Un año después de esos hechos violentos, se llevó a cabo una marcha que se considera el inicio del Desfile del Orgullo.

Uno que se replica además en muchas parte del mundo.

Pero que, en mayor o menor medida, dependiendo de los territorios, continúa siendo objetivo de críticas, discursos, comentarios y chistes ofensivos, homofóbicos y discriminatorios.

Lo peor es que cuando uno transporta esa realidad al mundo de la música parece aún más absurdo. Porque para mala suerte de los homofóbicos, la influencia de la comunidad LGBTTTI en la música que incluso ellos escuchan, resulta indiscutible.

Como algunos saben, funjo como administrador del grupo Periodismo Rock 2.0 en Facebook. Hace tiempo estoy gestionando la posibilidad de cambiar el nombre a Periodismo Musical, pero esa es otra historia. De cualquier modo, siempre hablamos de música en general. Cada semana hacemos una dinámica para cambiar la fotografía de portada. Todos pueden proponer a un personaje, de acuerdo con una temática preestablecida.

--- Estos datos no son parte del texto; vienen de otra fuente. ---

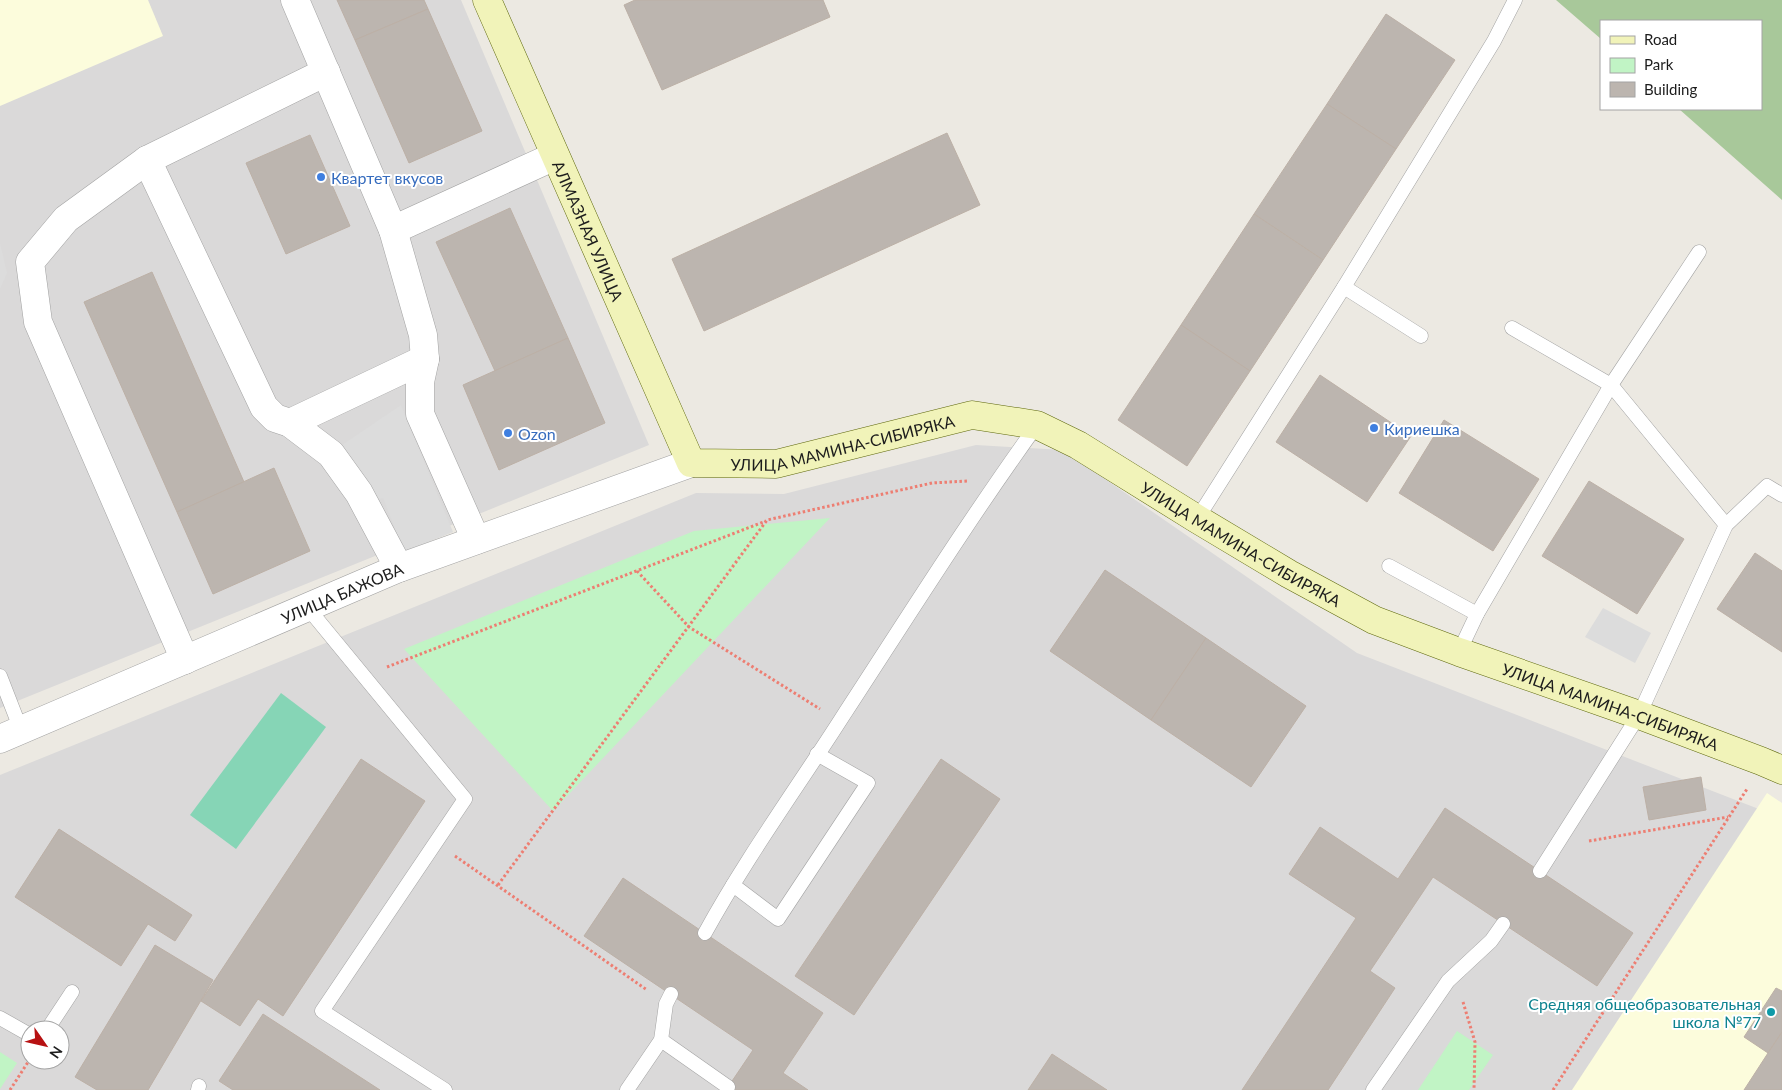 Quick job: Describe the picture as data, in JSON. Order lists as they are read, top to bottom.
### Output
{
  "streets": {
    "street": ["АЛМАЗНАЯ УЛИЦА", "УЛИЦА МАМИНА-СИБИРЯКА", "УЛИЦА БАЖОВА"]
  },
  "crossings": [
    ["АЛМАЗНАЯ УЛИЦА", "УЛИЦА МАМИНА-СИБИРЯКА"],
    ["АЛМАЗНАЯ УЛИЦА", "УЛИЦА БАЖОВА"],
    ["УЛИЦА МАМИНА-СИБИРЯКА", "УЛИЦА БАЖОВА"]
  ],
  "places": [
    "Квартет вкусов",
    "Кириешка",
    "Ozon",
    "Средняя общеобразовательная школа №77"
  ],
  "legend": ["Road", "Park", "Building"],
  "north": "bottom right"
}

Por ejemplo, la mejor portada de un disco en la que aparezca un niño, a propósito del Día del Niño, o la mejor fotografía tomada en un Corona Capital o un Ceremonia, cuando la edición más reciente de esos festivales se acerca. La imagen ganadora, se queda publicada como identidad cuando menos una semana.

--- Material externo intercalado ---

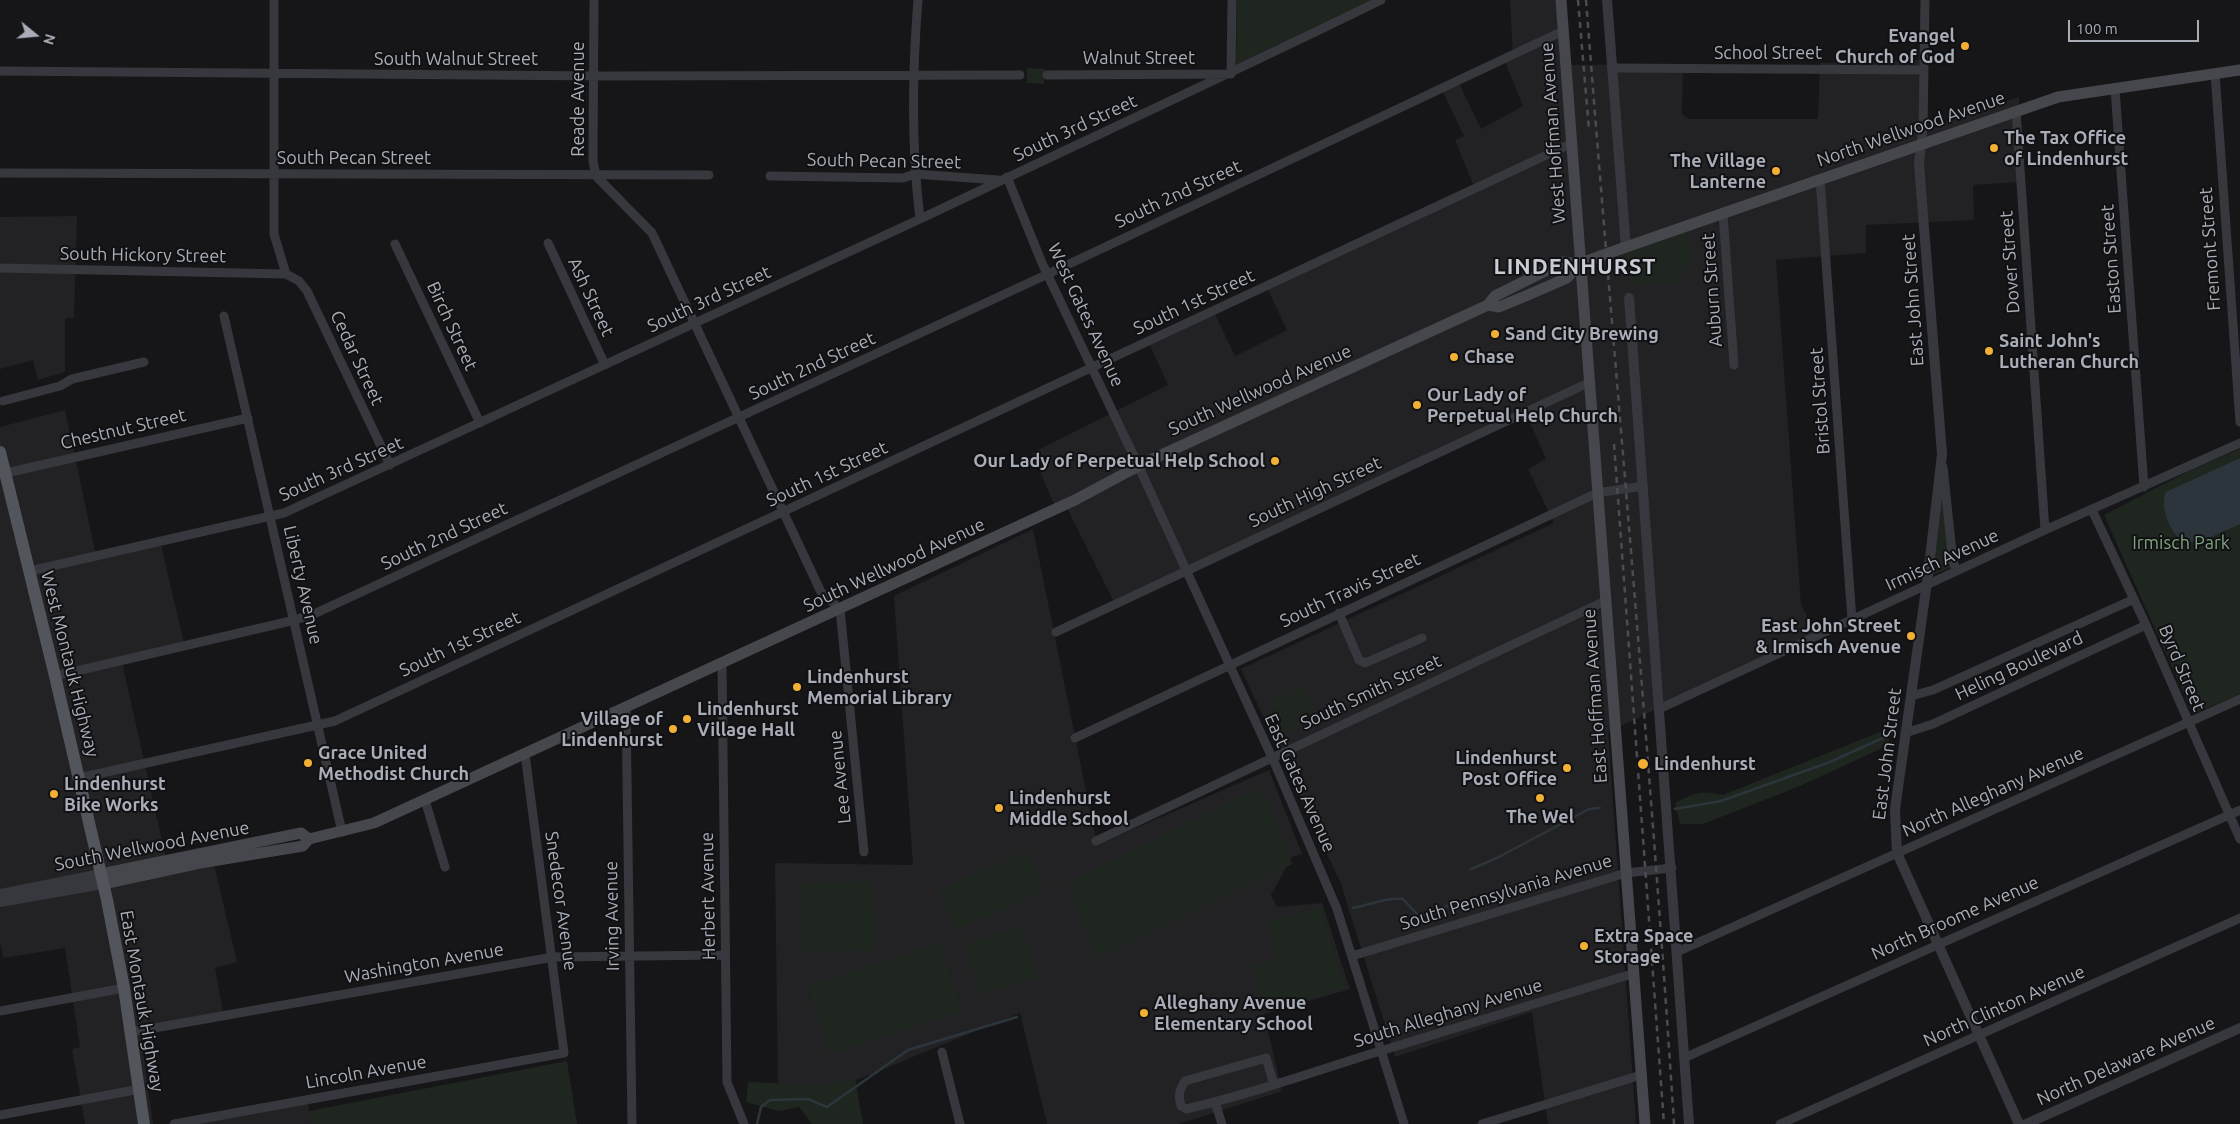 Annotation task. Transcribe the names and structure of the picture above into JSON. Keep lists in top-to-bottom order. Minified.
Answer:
{"streets":{"main road":["North Wellwood Avenue","West Hoffman Avenue","South Wellwood Avenue","West Montauk Highway","East Hoffman Avenue","East Montauk Highway"],"street":["School Street","Walnut Street","South Walnut Street","Reade Avenue","South 3rd Street","South Pecan Street","South 2nd Street","Fremont Street","South Hickory Street","Easton Street","Dover Street","Auburn Street","Ash Street","East John Street","South 1st Street","West Gates Avenue","Birch Street","Cedar Street","Bristol Street","Chestnut Street","South High Street","Irmisch Avenue","Liberty Avenue","South Travis Street","Heling Boulevard","Byrd Street","South Smith Street","Lee Avenue","East Gates Avenue","North Alleghany Avenue","South Pennsylvania Avenue","Herbert Avenue","Snedecor Avenue","Irving Avenue","North Broome Avenue","Washington Avenue","North Clinton Avenue","South Alleghany Avenue","North Delaware Avenue","Lincoln Avenue"]},"crossings":[["Walnut Street","South 3rd Street"],["South Walnut Street","Reade Avenue"],["Reade Avenue","South 3rd Street"],["Reade Avenue","South Pecan Street"],["Reade Avenue","South 2nd Street"],["Reade Avenue","South 1st Street"],["Reade Avenue","South Wellwood Avenue"],["Reade Avenue","Lee Avenue"],["South 3rd Street","South Pecan Street"],["South 3rd Street","Ash Street"],["South 3rd Street","West Gates Avenue"],["South 3rd Street","Birch Street"],["South 3rd Street","Cedar Street"],["South 3rd Street","Liberty Avenue"],["South 3rd Street","West Montauk Highway"],["North Wellwood Avenue","Fremont Street"],["North Wellwood Avenue","Easton Street"],["North Wellwood Avenue","Dover Street"],["North Wellwood Avenue","Auburn Street"],["North Wellwood Avenue","East John Street"],["North Wellwood Avenue","South Wellwood Avenue"],["North Wellwood Avenue","Bristol Street"],["West Hoffman Avenue","South 2nd Street"],["West Hoffman Avenue","South 1st Street"],["West Hoffman Avenue","South Wellwood Avenue"],["West Hoffman Avenue","East Hoffman Avenue"],["South Pecan Street","West Gates Avenue"],["South 2nd Street","West Gates Avenue"],["South 2nd Street","Liberty Avenue"],["South 2nd Street","West Montauk Highway"],["South Hickory Street","Cedar Street"],["Easton Street","Irmisch Avenue"],["Dover Street","Irmisch Avenue"],["East John Street","Irmisch Avenue"],["East John Street","Heling Boulevard"],["East John Street","North Alleghany Avenue"],["East John Street","North Broome Avenue"],["East John Street","North Clinton Avenue"],["South 1st Street","West Gates Avenue"],["South 1st Street","Liberty Avenue"],["South 1st Street","West Montauk Highway"],["West Gates Avenue","South Wellwood Avenue"],["West Gates Avenue","East Gates Avenue"],["South Wellwood Avenue","Liberty Avenue"],["South Wellwood Avenue","West Montauk Highway"],["South Wellwood Avenue","East Hoffman Avenue"],["South Wellwood Avenue","Lee Avenue"],["South Wellwood Avenue","East Gates Avenue"],["South Wellwood Avenue","Herbert Avenue"],["South Wellwood Avenue","Snedecor Avenue"],["South Wellwood Avenue","Irving Avenue"],["South Wellwood Avenue","East Montauk Highway"],["Bristol Street","Irmisch Avenue"],["Chestnut Street","Liberty Avenue"],["Chestnut Street","West Montauk Highway"],["South High Street","East Hoffman Avenue"],["South High Street","East Gates Avenue"],["Irmisch Avenue","Byrd Street"],["South Travis Street","East Hoffman Avenue"],["South Travis Street","East Gates Avenue"],["West Montauk Highway","East Montauk Highway"],["Heling Boulevard","Byrd Street"],["Byrd Street","North Alleghany Avenue"],["Byrd Street","North Broome Avenue"],["South Smith Street","East Hoffman Avenue"],["South Smith Street","East Gates Avenue"],["East Hoffman Avenue","South Pennsylvania Avenue"],["East Hoffman Avenue","South Alleghany Avenue"],["East Gates Avenue","South Pennsylvania Avenue"],["East Gates Avenue","South Alleghany Avenue"],["Herbert Avenue","Washington Avenue"],["Snedecor Avenue","Washington Avenue"],["Snedecor Avenue","Lincoln Avenue"],["Irving Avenue","Washington Avenue"],["Washington Avenue","East Montauk Highway"]],"districts":["LINDENHURST"],"parks":["Irmisch Park"],"places":["Evangel Church of God","The Tax Office of Lindenhurst","The Village Lanterne","Sand City Brewing","Saint John's Lutheran Church","Chase","Our Lady of Perpetual Help Church","Our Lady of Perpetual Help School","East John Street & Irmisch Avenue","Lindenhurst Memorial Library","Lindenhurst Village Hall","Village of Lindenhurst","Grace United Methodist Church","Lindenhurst","Lindenhurst Post Office","Lindenhurst Bike Works","The Wel","Lindenhurst Middle School","Extra Space Storage","Alleghany Avenue Elementary School"],"scale_bar":"100 m","north":"right"}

Propuse entonces que para el Pride, pusiéramos a un musicx que profesara una inclinación musical distinta a la hetero y las sugerencias llovieron.  Desde Rob Halford, cantante de Judas Priest (quien por cierto terminó como triunfador), hasta Juan Gabriel. Eso sí, pasamos por Klaus Nomi (un icono del gótico, que fue además corista de David Bowie, uno que siempre ha representado la libertad sexual por antonomasia y que a los machitos les fascina), St Vincent, Brian Molko (Placebo), Freedie Mercury, la Bruja de Texcoco, Patti Smith, Pete Burns (de Dead or Alive), Joy (de Jesse & Joy), La Prohibida y Courtney Barnett.

en mis tiempos LGBTIII

Leather, estoperoles y látex.

Lo que al final quedó claro es que la influencia de los iconos del arcoíris han desplegado en los distintos universos musicales ha sido tan profunda, que seguro ha permeado los gustos de los homofóbicos más recalcitrantes, vomitivos y medievales que podamos imaginar.

Sólo hay tomar en cuenta que Halford, considerado el Dios del Metal y quien puso de moda la vestimenta de cuero en la música heavy, inspirado por el submundo BDSM, es gay. Para pesar de quienes se enorgullecen de la masculinidad de acero de su música, que como vemos en el fondo es un metal bastante dúctil.

Igual pasa con Freddie Mercury o Elton John. Ambos cuentan con bio pics que arrastraron auténticas multitudes al cine. Seguro entre ellos había uno que otro personaje nefasto de esos que dicen “yo no tengo nada contra los gays, siempre y cuando no se metan conmigo”, “Eso es antinatural” o “Dios me curó de la homosexualidad” (¿Me estás oyendo, Mauricio Clark?).

No hay lastre más pesado, inútil y tóxico que aquel que le brinda la ilusión a alguien, para opinar sobre algo tan ajeno y personal como es la sexualidad de los otres.

Sobre todo cuando la música que tanto les gusta –y que representa su homus machus– en realidad está pintada con los colores del arcoíris.